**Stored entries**
---
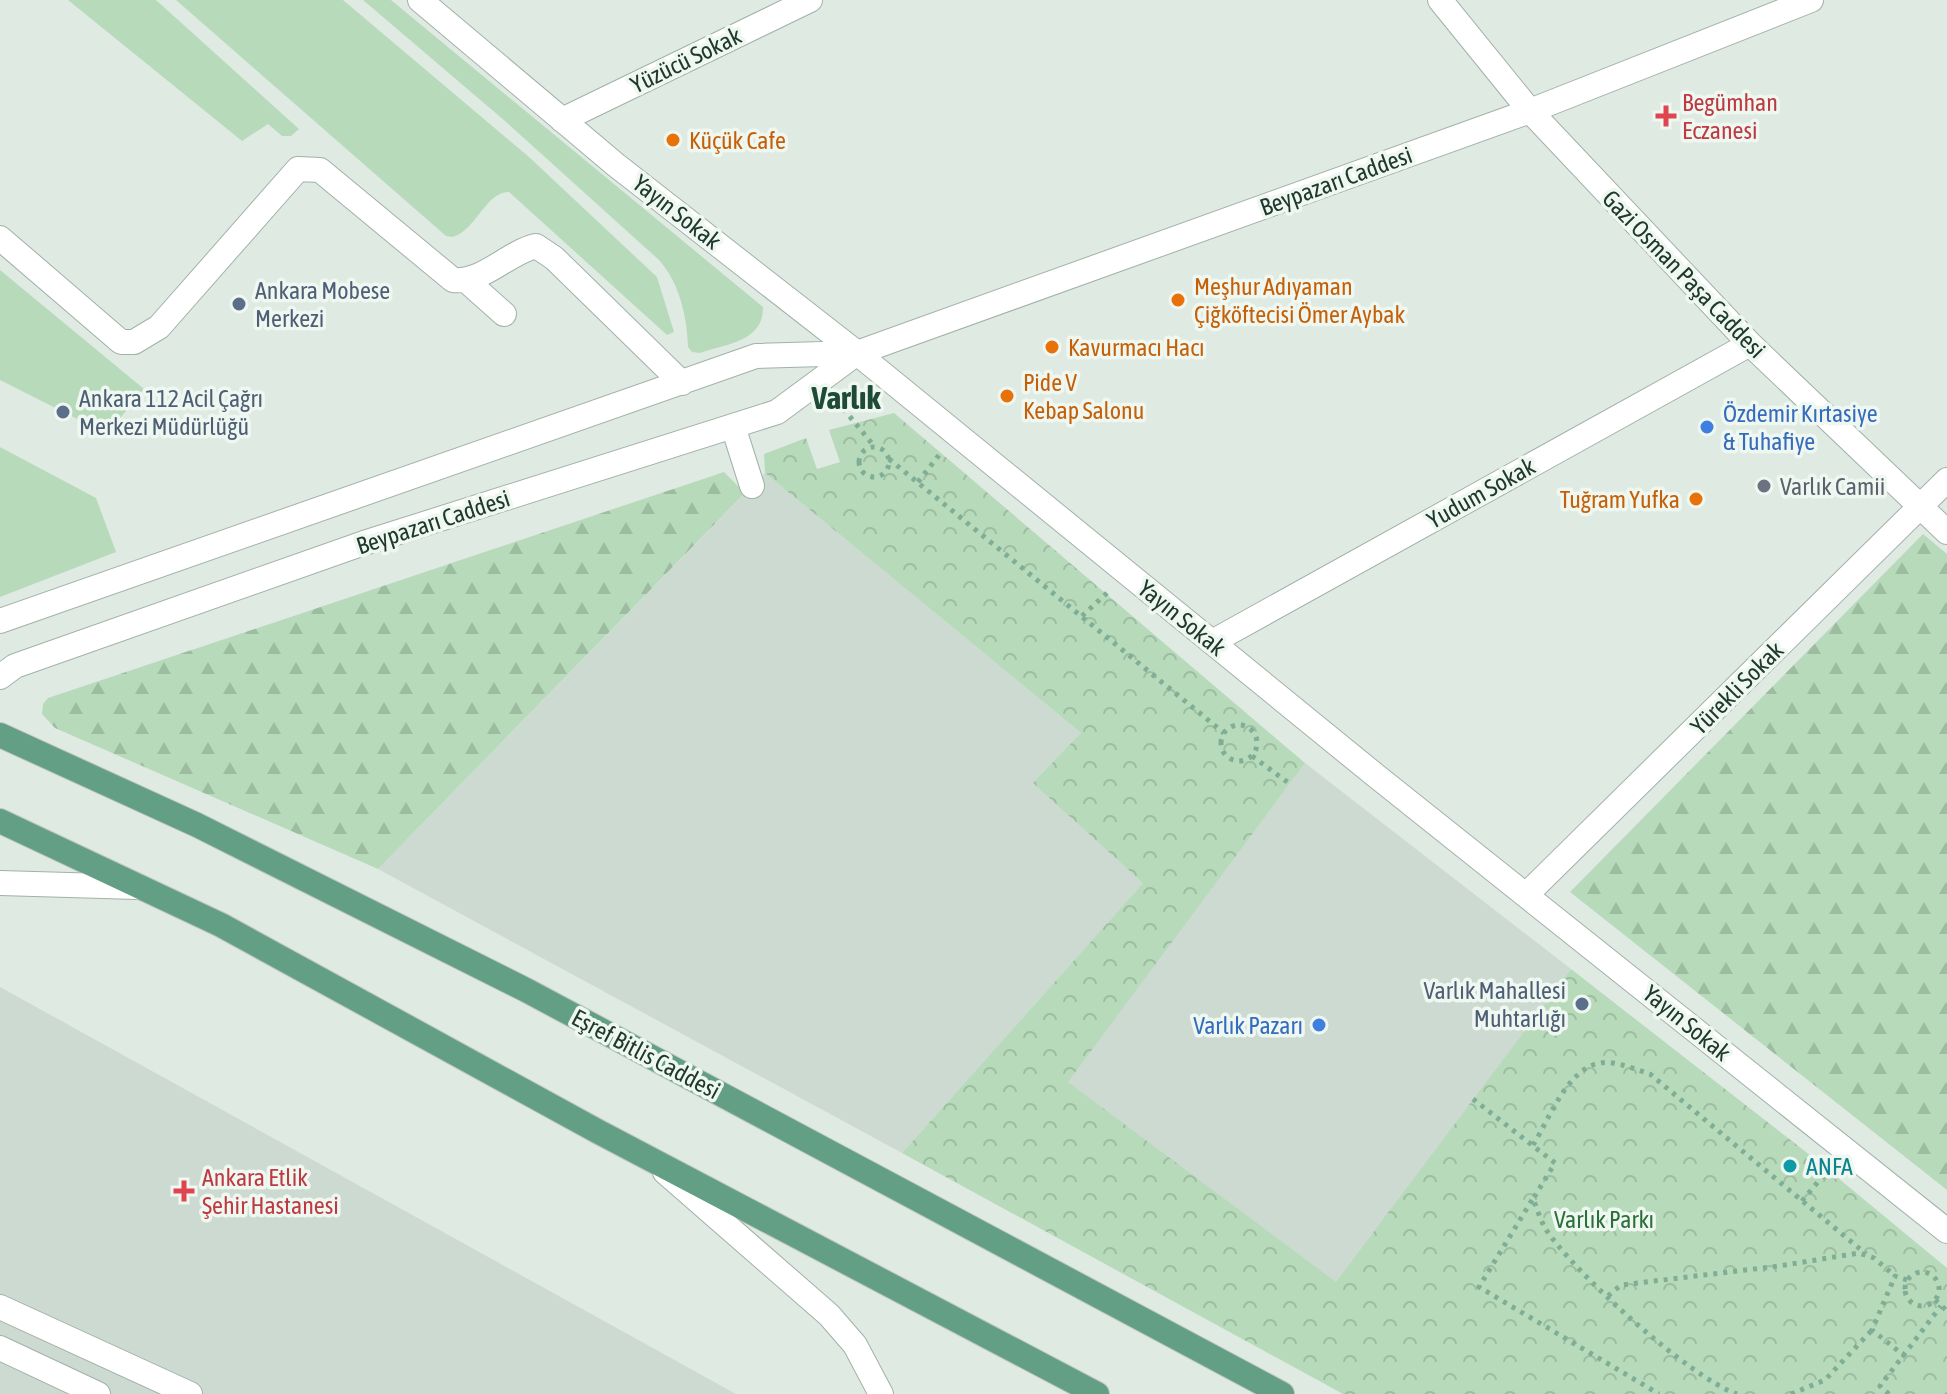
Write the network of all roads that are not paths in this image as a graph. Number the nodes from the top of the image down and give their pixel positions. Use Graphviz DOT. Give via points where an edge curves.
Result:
graph roads {
  1 [pos="420,0"];
  2 [pos="810,0"];
  3 [pos="1440,0"];
  4 [pos="1811,0"];
  5 [pos="1530,111"];
  6 [pos="562,120"];
  7 [pos="0,238"];
  8 [pos="468,282"];
  9 [pos="504,314"];
  10 [pos="1750,344"];
  11 [pos="857,353"];
  12 [pos="682,383"];
  13 [pos="733,426"];
  14 [pos="1947,480"];
  15 [pos="752,486"];
  16 [pos="1919,509"];
  17 [pos="1947,532"];
  18 [pos="0,621"];
  19 [pos="1212,642"];
  20 [pos="0,677"];
  21 [pos="0,735"];
  22 [pos="0,821"];
  23 [pos="0,883"];
  24 [pos="148,888"];
  25 [pos="1526,895"];
  26 [pos="648,1158"];
  27 [pos="1947,1231"];
  28 [pos="0,1307"];
  29 [pos="0,1348"];
  30 [pos="98,1394"];
  31 [pos="190,1394"];
  32 [pos="881,1394"];
  33 [pos="1097,1394"];
  34 [pos="1282,1394"];
  1 -- 6 [label="street, Yayın Sokak"];
  2 -- 6 [label="street, Yüzücü Sokak"];
  3 -- 5 [label="street, Gazi Osman Paşa Caddesi"];
  4 -- 5 [label="street, Beypazarı Caddesi"];
  5 -- 10 [label="street, Gazi Osman Paşa Caddesi"];
  5 -- 11 [label="street, Beypazarı Caddesi"];
  6 -- 11 [label="street, Yayın Sokak"];
  7 -- 8 [label="street" via="121,342 134,342 159,327 298,169 309,167 320,170 453,280"];
  8 -- 9 [label="street"];
  8 -- 12 [label="street" via="536,246"];
  10 -- 16 [label="street, Gazi Osman Paşa Caddesi"];
  10 -- 19 [label="street, Yudum Sokak"];
  11 -- 12 [label="street, Beypazarı Caddesi" via="756,356"];
  11 -- 13 [label="street, Beypazarı Caddesi" via="777,412"];
  11 -- 19 [label="street, Yayın Sokak"];
  12 -- 18 [label="street, Beypazarı Caddesi"];
  13 -- 15 [label="street"];
  13 -- 20 [label="street, Beypazarı Caddesi" via="349,548 15,666"];
  14 -- 16 [label="street, Yürekli Sokak"];
  16 -- 17 [label="street, Gazi Osman Paşa Caddesi"];
  16 -- 25 [label="street, Yürekli Sokak"];
  19 -- 25 [label="street, Yayın Sokak"];
  21 -- 34 [label="main road, Eşref Bitlis Caddesi" via="197,825 526,990"];
  22 -- 24 [label="main road"];
  23 -- 24 [label="street"];
  24 -- 26 [label="main road"];
  25 -- 27 [label="street, Yayın Sokak"];
  26 -- 32 [label="street" via="829,1315 855,1345"];
  26 -- 33 [label="main road"];
  28 -- 31 [label="street"];
  29 -- 30 [label="street"];
}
---
**TASK OBJECTIVE**
Please tally the lines above that contain "Yayın" and report nothing but the total.

**RESULT OF THE EXERCISE**
5